--- START ---

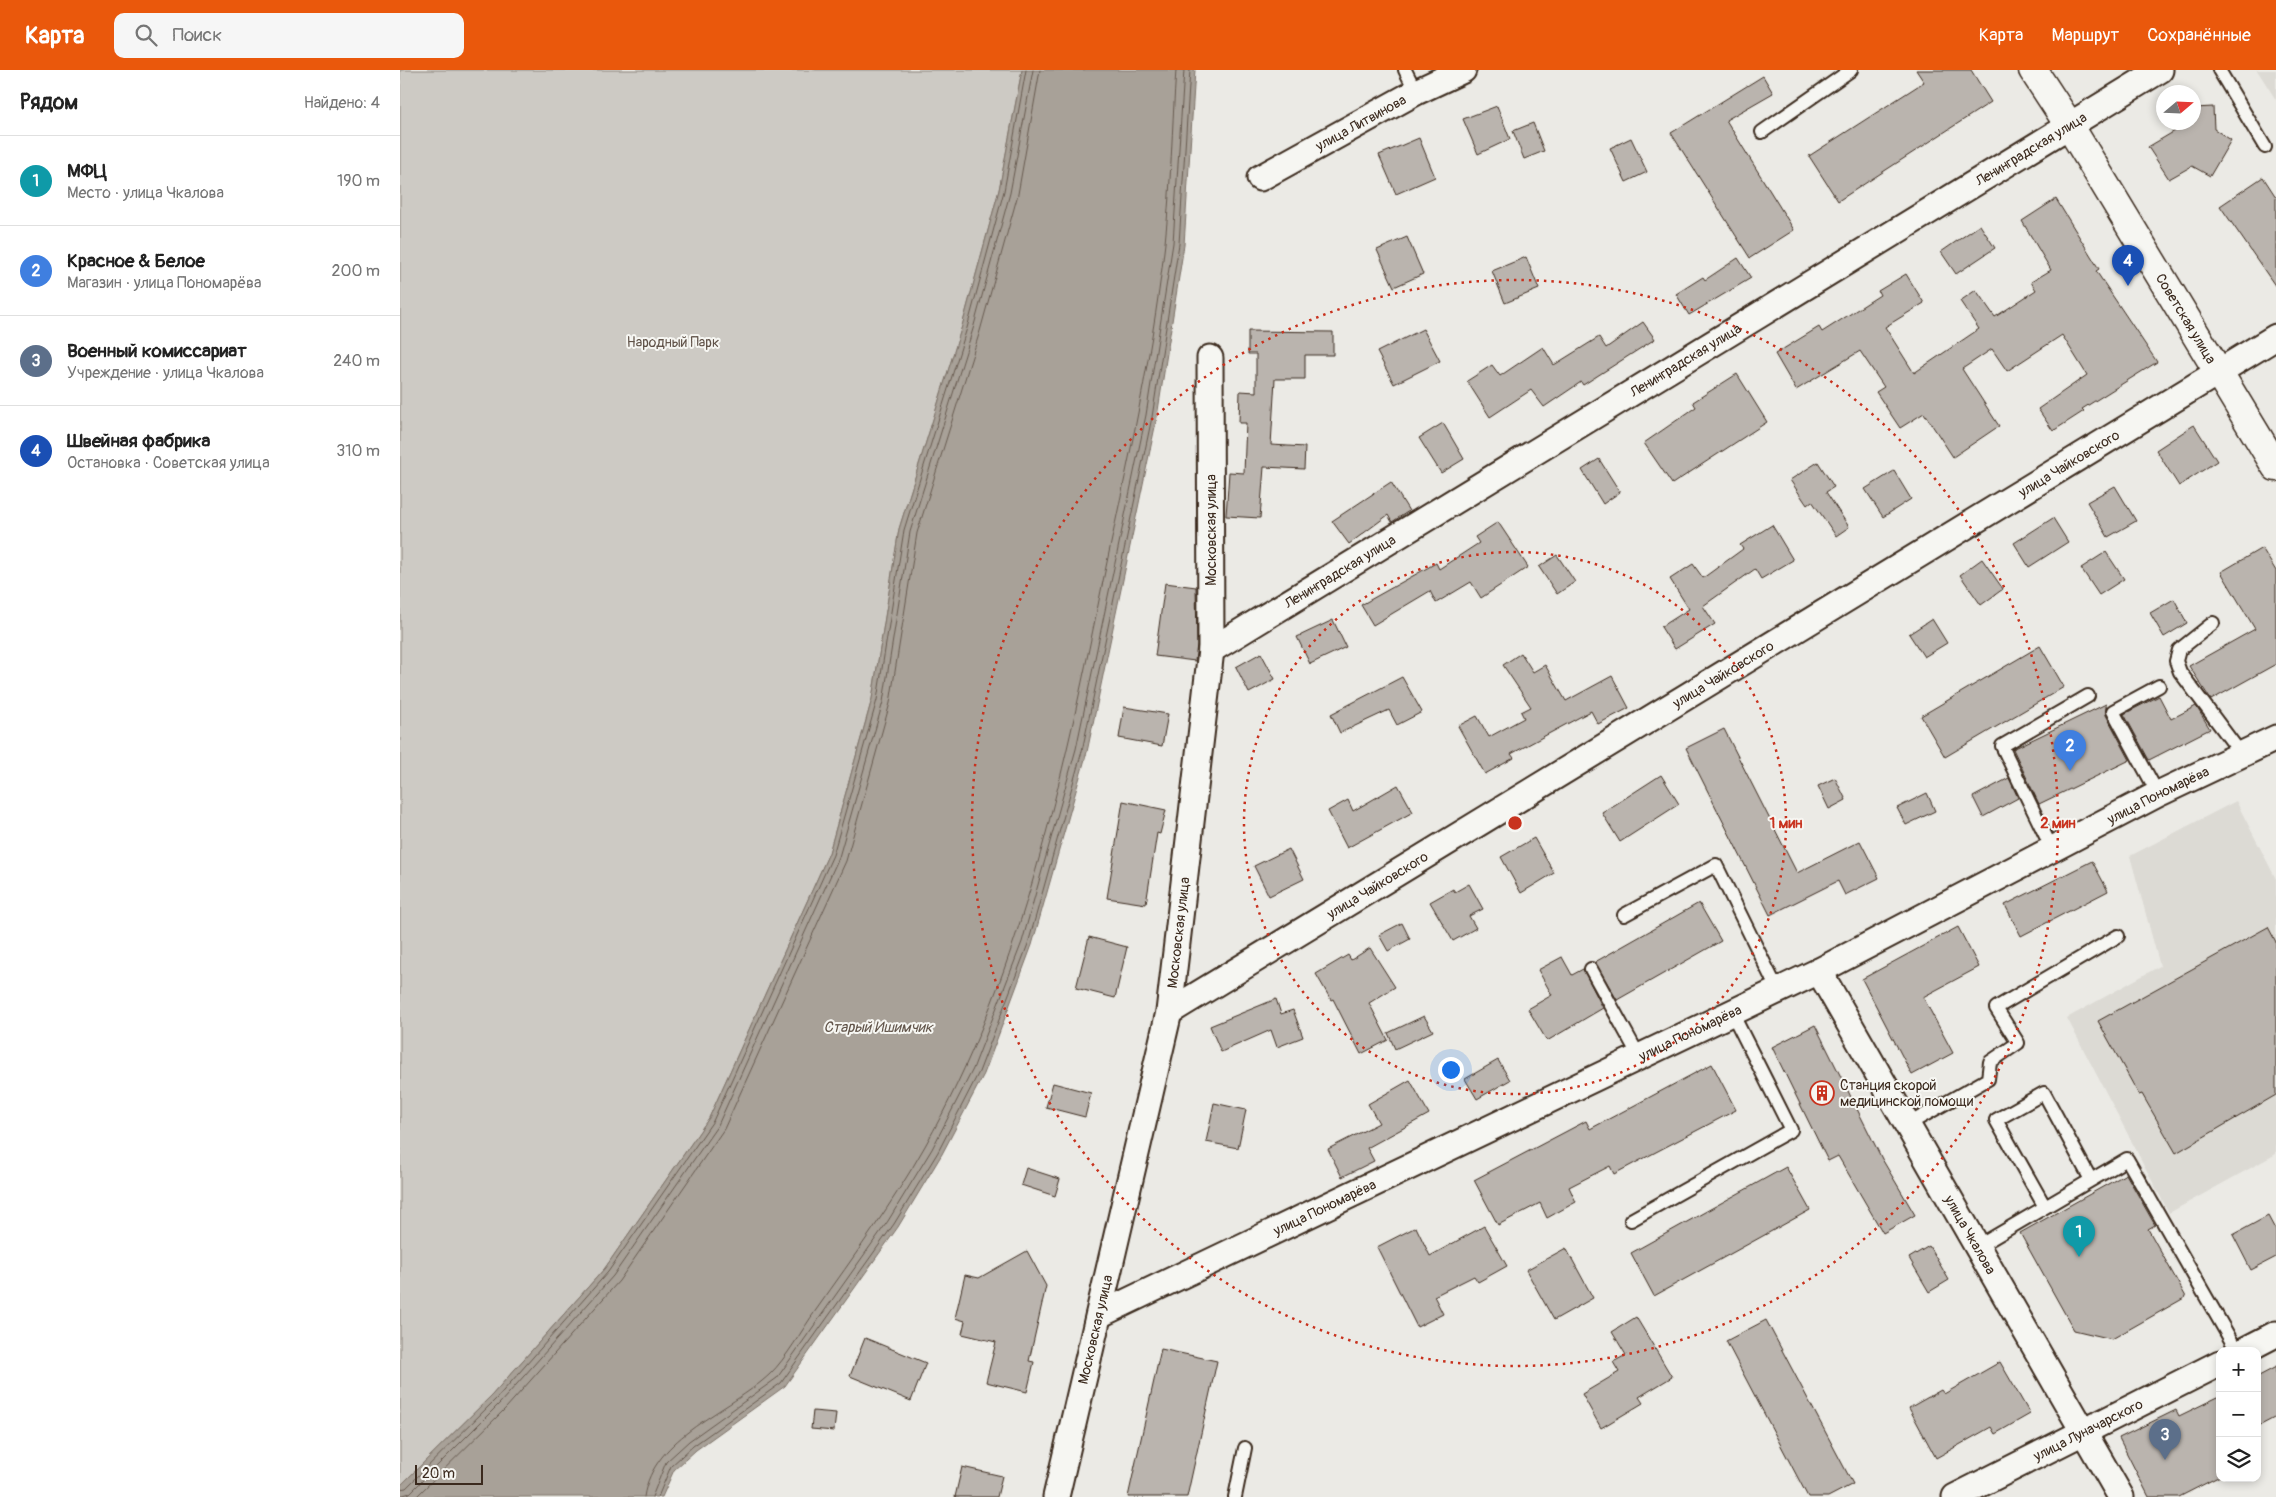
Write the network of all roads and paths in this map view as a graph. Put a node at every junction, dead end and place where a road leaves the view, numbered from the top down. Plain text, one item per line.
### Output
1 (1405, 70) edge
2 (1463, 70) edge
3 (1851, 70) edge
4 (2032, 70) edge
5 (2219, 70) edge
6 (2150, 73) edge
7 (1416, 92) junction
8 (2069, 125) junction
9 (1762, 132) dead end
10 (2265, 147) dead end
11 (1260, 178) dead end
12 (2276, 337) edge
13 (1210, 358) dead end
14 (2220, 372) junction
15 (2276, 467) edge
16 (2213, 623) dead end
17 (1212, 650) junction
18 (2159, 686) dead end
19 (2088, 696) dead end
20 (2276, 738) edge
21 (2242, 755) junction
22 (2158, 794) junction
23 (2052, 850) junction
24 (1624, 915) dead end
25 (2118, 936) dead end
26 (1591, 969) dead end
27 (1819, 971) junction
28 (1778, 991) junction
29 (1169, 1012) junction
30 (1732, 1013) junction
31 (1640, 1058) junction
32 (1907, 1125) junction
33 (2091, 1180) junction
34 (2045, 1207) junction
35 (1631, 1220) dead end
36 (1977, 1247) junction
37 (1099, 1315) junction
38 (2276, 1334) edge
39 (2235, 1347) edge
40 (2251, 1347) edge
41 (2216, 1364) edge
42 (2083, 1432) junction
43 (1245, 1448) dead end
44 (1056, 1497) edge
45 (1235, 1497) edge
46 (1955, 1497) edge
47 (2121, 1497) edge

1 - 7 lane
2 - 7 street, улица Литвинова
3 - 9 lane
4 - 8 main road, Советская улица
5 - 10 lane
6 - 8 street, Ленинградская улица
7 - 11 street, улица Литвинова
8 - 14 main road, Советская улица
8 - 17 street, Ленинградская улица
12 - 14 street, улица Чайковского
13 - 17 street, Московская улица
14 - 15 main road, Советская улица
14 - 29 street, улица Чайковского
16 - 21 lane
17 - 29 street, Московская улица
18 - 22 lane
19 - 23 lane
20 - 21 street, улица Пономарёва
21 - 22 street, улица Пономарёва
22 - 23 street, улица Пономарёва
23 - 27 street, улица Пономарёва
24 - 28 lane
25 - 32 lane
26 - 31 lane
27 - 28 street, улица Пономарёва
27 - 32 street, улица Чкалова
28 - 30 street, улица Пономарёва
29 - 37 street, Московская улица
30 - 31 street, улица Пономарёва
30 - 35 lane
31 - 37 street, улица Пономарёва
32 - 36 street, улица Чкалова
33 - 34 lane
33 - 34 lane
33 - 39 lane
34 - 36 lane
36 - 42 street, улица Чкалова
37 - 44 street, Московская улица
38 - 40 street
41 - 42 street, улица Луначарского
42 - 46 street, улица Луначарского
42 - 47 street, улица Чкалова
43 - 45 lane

--- END ---

Task objective ▸
The entire listing above is to be copied exactly, with all pictures omitted.

Problem solution ▸
Write the network of all roads and paths in this map view as a graph. Put a node at every junction, dead end and place where a road leaves the view, numbered from the top down. Plain text, one item per line.
### Output
1 (1405, 70) edge
2 (1463, 70) edge
3 (1851, 70) edge
4 (2032, 70) edge
5 (2219, 70) edge
6 (2150, 73) edge
7 (1416, 92) junction
8 (2069, 125) junction
9 (1762, 132) dead end
10 (2265, 147) dead end
11 (1260, 178) dead end
12 (2276, 337) edge
13 (1210, 358) dead end
14 (2220, 372) junction
15 (2276, 467) edge
16 (2213, 623) dead end
17 (1212, 650) junction
18 (2159, 686) dead end
19 (2088, 696) dead end
20 (2276, 738) edge
21 (2242, 755) junction
22 (2158, 794) junction
23 (2052, 850) junction
24 (1624, 915) dead end
25 (2118, 936) dead end
26 (1591, 969) dead end
27 (1819, 971) junction
28 (1778, 991) junction
29 (1169, 1012) junction
30 (1732, 1013) junction
31 (1640, 1058) junction
32 (1907, 1125) junction
33 (2091, 1180) junction
34 (2045, 1207) junction
35 (1631, 1220) dead end
36 (1977, 1247) junction
37 (1099, 1315) junction
38 (2276, 1334) edge
39 (2235, 1347) edge
40 (2251, 1347) edge
41 (2216, 1364) edge
42 (2083, 1432) junction
43 (1245, 1448) dead end
44 (1056, 1497) edge
45 (1235, 1497) edge
46 (1955, 1497) edge
47 (2121, 1497) edge

1 - 7 lane
2 - 7 street, улица Литвинова
3 - 9 lane
4 - 8 main road, Советская улица
5 - 10 lane
6 - 8 street, Ленинградская улица
7 - 11 street, улица Литвинова
8 - 14 main road, Советская улица
8 - 17 street, Ленинградская улица
12 - 14 street, улица Чайковского
13 - 17 street, Московская улица
14 - 15 main road, Советская улица
14 - 29 street, улица Чайковского
16 - 21 lane
17 - 29 street, Московская улица
18 - 22 lane
19 - 23 lane
20 - 21 street, улица Пономарёва
21 - 22 street, улица Пономарёва
22 - 23 street, улица Пономарёва
23 - 27 street, улица Пономарёва
24 - 28 lane
25 - 32 lane
26 - 31 lane
27 - 28 street, улица Пономарёва
27 - 32 street, улица Чкалова
28 - 30 street, улица Пономарёва
29 - 37 street, Московская улица
30 - 31 street, улица Пономарёва
30 - 35 lane
31 - 37 street, улица Пономарёва
32 - 36 street, улица Чкалова
33 - 34 lane
33 - 34 lane
33 - 39 lane
34 - 36 lane
36 - 42 street, улица Чкалова
37 - 44 street, Московская улица
38 - 40 street
41 - 42 street, улица Луначарского
42 - 46 street, улица Луначарского
42 - 47 street, улица Чкалова
43 - 45 lane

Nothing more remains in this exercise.